#### [THE DATA]
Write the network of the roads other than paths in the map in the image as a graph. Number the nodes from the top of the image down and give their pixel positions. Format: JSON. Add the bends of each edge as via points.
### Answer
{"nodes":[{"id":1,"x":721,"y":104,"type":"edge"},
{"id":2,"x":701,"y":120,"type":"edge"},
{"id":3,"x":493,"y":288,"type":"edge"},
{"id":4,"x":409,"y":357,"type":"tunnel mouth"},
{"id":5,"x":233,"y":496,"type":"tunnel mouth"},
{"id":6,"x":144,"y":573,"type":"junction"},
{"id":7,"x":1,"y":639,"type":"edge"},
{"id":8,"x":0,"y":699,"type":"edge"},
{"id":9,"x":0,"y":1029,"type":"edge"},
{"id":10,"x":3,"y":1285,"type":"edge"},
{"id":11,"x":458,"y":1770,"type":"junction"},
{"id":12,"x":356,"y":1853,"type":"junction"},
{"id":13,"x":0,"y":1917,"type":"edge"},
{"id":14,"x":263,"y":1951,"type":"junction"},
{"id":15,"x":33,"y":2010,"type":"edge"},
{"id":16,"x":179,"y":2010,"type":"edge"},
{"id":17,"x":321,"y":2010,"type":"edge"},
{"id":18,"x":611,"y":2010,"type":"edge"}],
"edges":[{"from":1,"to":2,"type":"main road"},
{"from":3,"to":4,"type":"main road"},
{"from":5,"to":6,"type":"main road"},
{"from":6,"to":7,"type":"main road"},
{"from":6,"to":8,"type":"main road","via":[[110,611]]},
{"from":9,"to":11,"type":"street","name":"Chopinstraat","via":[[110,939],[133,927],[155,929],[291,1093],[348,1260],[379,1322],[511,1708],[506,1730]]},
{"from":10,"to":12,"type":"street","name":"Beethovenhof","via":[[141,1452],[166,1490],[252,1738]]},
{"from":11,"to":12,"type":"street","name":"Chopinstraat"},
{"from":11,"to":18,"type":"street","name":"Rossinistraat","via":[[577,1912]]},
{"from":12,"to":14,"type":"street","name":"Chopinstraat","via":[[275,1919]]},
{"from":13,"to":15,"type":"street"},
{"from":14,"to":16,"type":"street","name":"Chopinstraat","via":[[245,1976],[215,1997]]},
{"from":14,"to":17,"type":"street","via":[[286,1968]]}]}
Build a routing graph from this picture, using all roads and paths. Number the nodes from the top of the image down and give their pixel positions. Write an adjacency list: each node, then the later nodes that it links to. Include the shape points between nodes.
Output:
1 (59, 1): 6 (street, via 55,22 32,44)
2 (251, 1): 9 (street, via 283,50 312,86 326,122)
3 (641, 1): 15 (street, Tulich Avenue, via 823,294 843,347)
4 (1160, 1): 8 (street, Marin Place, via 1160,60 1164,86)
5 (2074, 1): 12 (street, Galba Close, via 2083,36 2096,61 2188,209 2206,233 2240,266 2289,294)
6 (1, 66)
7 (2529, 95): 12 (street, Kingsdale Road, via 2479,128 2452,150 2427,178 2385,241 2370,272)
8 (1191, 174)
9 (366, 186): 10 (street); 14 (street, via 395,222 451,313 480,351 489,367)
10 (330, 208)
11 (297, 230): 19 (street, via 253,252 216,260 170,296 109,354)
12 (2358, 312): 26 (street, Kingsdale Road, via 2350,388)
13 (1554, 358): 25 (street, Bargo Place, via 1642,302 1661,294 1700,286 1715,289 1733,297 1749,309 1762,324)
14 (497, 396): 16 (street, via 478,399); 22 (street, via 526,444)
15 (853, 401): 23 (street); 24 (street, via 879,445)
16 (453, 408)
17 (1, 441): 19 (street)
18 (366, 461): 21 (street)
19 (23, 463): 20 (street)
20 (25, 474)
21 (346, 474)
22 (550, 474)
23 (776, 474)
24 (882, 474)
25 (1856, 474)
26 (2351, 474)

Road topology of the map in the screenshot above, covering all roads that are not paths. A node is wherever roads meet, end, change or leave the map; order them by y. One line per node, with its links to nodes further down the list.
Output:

#### [ASSIGNED TASK]
Restate the whole listing exactly, leaving out nothing.

#### [TASK OUTPUT]
Write the network of the roads other than paths in the map in the image as a graph. Number the nodes from the top of the image down and give their pixel positions. Format: JSON. Add the bends of each edge as via points.
### Answer
{"nodes":[{"id":1,"x":721,"y":104,"type":"edge"},
{"id":2,"x":701,"y":120,"type":"edge"},
{"id":3,"x":493,"y":288,"type":"edge"},
{"id":4,"x":409,"y":357,"type":"tunnel mouth"},
{"id":5,"x":233,"y":496,"type":"tunnel mouth"},
{"id":6,"x":144,"y":573,"type":"junction"},
{"id":7,"x":1,"y":639,"type":"edge"},
{"id":8,"x":0,"y":699,"type":"edge"},
{"id":9,"x":0,"y":1029,"type":"edge"},
{"id":10,"x":3,"y":1285,"type":"edge"},
{"id":11,"x":458,"y":1770,"type":"junction"},
{"id":12,"x":356,"y":1853,"type":"junction"},
{"id":13,"x":0,"y":1917,"type":"edge"},
{"id":14,"x":263,"y":1951,"type":"junction"},
{"id":15,"x":33,"y":2010,"type":"edge"},
{"id":16,"x":179,"y":2010,"type":"edge"},
{"id":17,"x":321,"y":2010,"type":"edge"},
{"id":18,"x":611,"y":2010,"type":"edge"}],
"edges":[{"from":1,"to":2,"type":"main road"},
{"from":3,"to":4,"type":"main road"},
{"from":5,"to":6,"type":"main road"},
{"from":6,"to":7,"type":"main road"},
{"from":6,"to":8,"type":"main road","via":[[110,611]]},
{"from":9,"to":11,"type":"street","name":"Chopinstraat","via":[[110,939],[133,927],[155,929],[291,1093],[348,1260],[379,1322],[511,1708],[506,1730]]},
{"from":10,"to":12,"type":"street","name":"Beethovenhof","via":[[141,1452],[166,1490],[252,1738]]},
{"from":11,"to":12,"type":"street","name":"Chopinstraat"},
{"from":11,"to":18,"type":"street","name":"Rossinistraat","via":[[577,1912]]},
{"from":12,"to":14,"type":"street","name":"Chopinstraat","via":[[275,1919]]},
{"from":13,"to":15,"type":"street"},
{"from":14,"to":16,"type":"street","name":"Chopinstraat","via":[[245,1976],[215,1997]]},
{"from":14,"to":17,"type":"street","via":[[286,1968]]}]}
Build a routing graph from this picture, using all roads and paths. Number the nodes from the top of the image down and give their pixel positions. Write an adjacency list: each node, then the later nodes that it links to. Include the shape points between nodes.
Output:
1 (59, 1): 6 (street, via 55,22 32,44)
2 (251, 1): 9 (street, via 283,50 312,86 326,122)
3 (641, 1): 15 (street, Tulich Avenue, via 823,294 843,347)
4 (1160, 1): 8 (street, Marin Place, via 1160,60 1164,86)
5 (2074, 1): 12 (street, Galba Close, via 2083,36 2096,61 2188,209 2206,233 2240,266 2289,294)
6 (1, 66)
7 (2529, 95): 12 (street, Kingsdale Road, via 2479,128 2452,150 2427,178 2385,241 2370,272)
8 (1191, 174)
9 (366, 186): 10 (street); 14 (street, via 395,222 451,313 480,351 489,367)
10 (330, 208)
11 (297, 230): 19 (street, via 253,252 216,260 170,296 109,354)
12 (2358, 312): 26 (street, Kingsdale Road, via 2350,388)
13 (1554, 358): 25 (street, Bargo Place, via 1642,302 1661,294 1700,286 1715,289 1733,297 1749,309 1762,324)
14 (497, 396): 16 (street, via 478,399); 22 (street, via 526,444)
15 (853, 401): 23 (street); 24 (street, via 879,445)
16 (453, 408)
17 (1, 441): 19 (street)
18 (366, 461): 21 (street)
19 (23, 463): 20 (street)
20 (25, 474)
21 (346, 474)
22 (550, 474)
23 (776, 474)
24 (882, 474)
25 (1856, 474)
26 (2351, 474)

Road topology of the map in the screenshot above, covering all roads that are not paths. A node is wherever roads meet, end, change or leave the map; order them by y. One line per node, with its links to nodes further down the list.
Output:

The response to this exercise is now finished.